Sebastian Doil, Referatsleiter für Gartenunterhalt bei der Kulturstiftung Dessau-Wörlitz, sagt an diese Schrecksekunde erinnernd, dass "die Eichen Probleme mit dem zeitweise hohen Grundwasserstand haben". Ihre Pfahlwurzeln, das hätten Untersuchungen erst jüngst ergeben, "faulen von unten nach oben". Und ohne eine tief verankerte Hauptwurzel ist es für die Seitenwurzeln schwer, die Eichen, die immerhin 800 Jahre alt werden können, zu halten.
Wenn jedoch eine verloren gehe, dann werde nachgepflanzt, fügt Doil hinzu. Und so wächst eine solche nun an der Stelle besagter 200-jähriger Stieleiche.
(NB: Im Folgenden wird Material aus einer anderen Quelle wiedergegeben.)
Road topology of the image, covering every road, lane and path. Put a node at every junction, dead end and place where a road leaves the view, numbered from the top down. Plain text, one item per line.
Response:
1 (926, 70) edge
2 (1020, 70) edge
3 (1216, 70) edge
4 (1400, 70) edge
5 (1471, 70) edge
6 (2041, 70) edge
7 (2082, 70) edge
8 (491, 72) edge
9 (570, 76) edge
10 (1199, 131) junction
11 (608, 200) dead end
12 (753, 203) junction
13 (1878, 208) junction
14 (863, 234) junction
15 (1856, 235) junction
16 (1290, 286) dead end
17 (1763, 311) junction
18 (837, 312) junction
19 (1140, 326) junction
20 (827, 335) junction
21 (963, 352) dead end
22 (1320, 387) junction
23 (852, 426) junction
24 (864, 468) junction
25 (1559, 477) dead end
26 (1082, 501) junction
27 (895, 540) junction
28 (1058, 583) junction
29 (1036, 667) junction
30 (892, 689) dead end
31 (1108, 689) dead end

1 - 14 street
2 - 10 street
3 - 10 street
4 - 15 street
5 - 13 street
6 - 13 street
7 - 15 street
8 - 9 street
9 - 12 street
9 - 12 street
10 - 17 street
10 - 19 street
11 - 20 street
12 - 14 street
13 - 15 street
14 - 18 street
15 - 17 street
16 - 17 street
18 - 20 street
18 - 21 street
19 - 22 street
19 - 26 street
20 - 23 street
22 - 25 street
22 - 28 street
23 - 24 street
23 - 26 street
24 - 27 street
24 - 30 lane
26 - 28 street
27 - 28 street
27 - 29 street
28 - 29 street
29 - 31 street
Gleich hinter ihr in Richtung "Kleines Walloch" steht eine Roteiche, die ebenfalls um 1800 gepflanzt wurde, sich aber auch schon in Richtung Wolfs-Kanal neigt.
Seltene Kreuzung entdeckt
Nicht weit von ihnen auf der anderen Uferseite findet sich etwas besonderes: Schochs Eiche. Bei ihr handelt es sich um eine Kreuzung zwischen Sumpf- und Weideneiche, die 1894 in Wörlitz erstmalig gefunden und nach dem Hofgärtner Johann Gottlieb Schoch (1853-1905) benannt wurde. "Schochs Eiche ist weltweit bei Botanikern bekannt", sagt Doil. Der Baum, Exemplare sind auch in Nordamerika nachgewiesen, kann 30 Meter hoch werden und hat eine scharlachrote Herbstfärbung.
In Schochs Garten - benannt nach Johann Leopold Schoch (1728-1793) - wächst ein einziges Exemplar seit dem Jahr 1999, zuvor fand sich ein anderes in Neumarks Garten, bis auch dieses umkippte. Der heutige Ersatz stammt übrigens aus Belgien.
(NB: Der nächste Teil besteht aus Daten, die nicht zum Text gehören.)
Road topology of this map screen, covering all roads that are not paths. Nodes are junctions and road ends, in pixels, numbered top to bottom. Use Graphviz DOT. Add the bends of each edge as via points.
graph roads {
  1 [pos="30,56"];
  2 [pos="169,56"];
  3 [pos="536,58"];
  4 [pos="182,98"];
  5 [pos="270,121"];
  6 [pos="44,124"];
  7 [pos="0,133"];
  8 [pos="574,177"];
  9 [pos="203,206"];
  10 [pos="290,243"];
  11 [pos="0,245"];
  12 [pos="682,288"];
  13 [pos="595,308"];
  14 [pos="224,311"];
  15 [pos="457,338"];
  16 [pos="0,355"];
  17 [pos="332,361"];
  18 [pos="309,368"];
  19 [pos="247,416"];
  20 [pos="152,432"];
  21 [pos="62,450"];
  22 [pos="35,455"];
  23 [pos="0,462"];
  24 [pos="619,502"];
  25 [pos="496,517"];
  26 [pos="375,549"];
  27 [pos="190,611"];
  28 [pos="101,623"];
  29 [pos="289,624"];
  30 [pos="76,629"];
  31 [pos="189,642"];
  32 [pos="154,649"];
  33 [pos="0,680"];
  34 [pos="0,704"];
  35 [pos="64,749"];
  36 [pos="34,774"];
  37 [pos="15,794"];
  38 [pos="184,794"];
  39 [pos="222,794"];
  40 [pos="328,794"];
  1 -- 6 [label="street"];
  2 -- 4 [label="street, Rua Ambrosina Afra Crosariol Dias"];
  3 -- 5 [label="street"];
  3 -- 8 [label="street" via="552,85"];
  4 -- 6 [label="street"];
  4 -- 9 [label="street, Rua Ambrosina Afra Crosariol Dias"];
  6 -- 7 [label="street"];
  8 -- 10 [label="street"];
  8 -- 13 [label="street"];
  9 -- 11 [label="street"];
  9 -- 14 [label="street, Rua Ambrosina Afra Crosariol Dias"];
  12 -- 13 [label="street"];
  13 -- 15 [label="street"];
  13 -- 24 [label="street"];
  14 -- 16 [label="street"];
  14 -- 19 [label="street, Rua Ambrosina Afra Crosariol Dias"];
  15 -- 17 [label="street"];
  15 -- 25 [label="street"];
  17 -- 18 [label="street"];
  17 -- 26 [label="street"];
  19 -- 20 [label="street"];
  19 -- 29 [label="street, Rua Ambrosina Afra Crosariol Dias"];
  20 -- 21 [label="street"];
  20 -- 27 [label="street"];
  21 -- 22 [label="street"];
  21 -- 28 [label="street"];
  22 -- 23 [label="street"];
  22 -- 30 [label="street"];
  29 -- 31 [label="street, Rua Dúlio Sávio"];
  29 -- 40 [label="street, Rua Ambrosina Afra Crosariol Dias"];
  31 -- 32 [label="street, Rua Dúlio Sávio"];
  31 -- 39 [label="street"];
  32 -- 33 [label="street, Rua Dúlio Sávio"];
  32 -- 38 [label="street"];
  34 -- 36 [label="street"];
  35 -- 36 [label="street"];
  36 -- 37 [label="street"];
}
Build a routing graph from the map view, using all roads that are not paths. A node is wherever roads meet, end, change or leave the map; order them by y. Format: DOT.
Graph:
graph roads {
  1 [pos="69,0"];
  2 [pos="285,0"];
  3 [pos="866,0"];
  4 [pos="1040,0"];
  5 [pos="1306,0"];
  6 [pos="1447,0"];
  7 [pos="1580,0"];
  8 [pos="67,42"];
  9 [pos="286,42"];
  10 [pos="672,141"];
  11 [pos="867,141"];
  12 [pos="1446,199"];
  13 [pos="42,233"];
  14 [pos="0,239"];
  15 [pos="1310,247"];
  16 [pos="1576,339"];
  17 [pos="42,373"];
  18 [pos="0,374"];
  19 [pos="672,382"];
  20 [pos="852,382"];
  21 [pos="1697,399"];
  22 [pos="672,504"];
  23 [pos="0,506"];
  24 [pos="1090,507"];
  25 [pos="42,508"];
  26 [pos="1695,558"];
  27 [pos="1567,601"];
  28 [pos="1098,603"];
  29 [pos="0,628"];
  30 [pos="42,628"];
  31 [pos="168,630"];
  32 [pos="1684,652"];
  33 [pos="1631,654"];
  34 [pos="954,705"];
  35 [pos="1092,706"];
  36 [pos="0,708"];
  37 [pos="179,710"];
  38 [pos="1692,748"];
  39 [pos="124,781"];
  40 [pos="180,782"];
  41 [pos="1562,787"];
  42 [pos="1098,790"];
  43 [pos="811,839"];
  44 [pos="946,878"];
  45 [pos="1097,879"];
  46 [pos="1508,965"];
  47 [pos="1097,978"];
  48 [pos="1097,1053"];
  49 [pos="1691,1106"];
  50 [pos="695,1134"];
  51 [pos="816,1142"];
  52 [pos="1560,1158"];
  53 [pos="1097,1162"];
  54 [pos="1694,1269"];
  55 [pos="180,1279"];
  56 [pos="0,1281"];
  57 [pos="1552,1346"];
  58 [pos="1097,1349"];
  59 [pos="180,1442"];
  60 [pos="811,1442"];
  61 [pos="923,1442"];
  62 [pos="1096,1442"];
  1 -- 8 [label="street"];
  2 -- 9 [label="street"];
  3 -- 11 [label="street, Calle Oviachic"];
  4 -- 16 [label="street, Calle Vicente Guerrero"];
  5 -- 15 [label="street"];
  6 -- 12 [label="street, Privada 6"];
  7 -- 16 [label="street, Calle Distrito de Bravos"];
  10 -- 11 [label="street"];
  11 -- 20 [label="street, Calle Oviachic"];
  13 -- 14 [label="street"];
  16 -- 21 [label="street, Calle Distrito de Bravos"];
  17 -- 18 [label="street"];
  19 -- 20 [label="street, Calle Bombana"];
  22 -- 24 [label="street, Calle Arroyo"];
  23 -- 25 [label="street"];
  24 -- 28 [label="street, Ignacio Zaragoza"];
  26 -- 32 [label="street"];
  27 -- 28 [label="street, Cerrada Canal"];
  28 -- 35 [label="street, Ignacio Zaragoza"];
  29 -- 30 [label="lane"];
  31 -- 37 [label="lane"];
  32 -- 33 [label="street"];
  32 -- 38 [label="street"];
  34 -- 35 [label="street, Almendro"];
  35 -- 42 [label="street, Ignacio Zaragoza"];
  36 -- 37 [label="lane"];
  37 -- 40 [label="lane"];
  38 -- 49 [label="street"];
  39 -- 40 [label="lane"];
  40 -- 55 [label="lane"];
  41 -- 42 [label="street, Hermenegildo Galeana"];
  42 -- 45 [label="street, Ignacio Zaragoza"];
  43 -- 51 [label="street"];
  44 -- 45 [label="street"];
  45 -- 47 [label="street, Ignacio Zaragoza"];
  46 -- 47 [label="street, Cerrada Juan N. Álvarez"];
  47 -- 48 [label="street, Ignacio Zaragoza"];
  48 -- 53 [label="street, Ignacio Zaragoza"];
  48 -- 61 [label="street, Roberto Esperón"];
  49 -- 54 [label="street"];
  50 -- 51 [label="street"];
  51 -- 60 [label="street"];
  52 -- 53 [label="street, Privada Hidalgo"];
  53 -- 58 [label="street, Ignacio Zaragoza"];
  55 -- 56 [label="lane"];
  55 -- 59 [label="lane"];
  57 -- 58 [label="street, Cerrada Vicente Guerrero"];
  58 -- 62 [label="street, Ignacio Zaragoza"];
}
Ein ebenso nur einmal in den Wörlitzer Anlagen vorkommendes Gehölz ist eine Schwarzeiche an der Ackerfläche "Florabreite". Veredelt auf einer Stieleiche macht sie indes mit ihrer fast schwarzen namensgebenden Borke nicht mehr den besten Eindruck. Besser steht es da beispielsweise um die Scharlacheiche auf der Wiese in Schochs Garten, die Zerreiche am Dianenhain oder um die Kastanieneiche an der Neuen Brücke.
Im "Dendrologischen Atlas der Wörlitzer Anlagen", erschienen 2001 und längst vergriffen, sind 24 Eichenarten erfasst. Etliche von ihnen haben ihre ursprüngliche Heimat im östlichen Nordamerika. "Solche Gehölze waren im Gartenbau zu Zeiten von Fürst Franz beliebt", erklärt Doil. So entstand eine grüne Vielfalt, die selten ist und vor über 200 Jahren ein Verkaufsschlager war.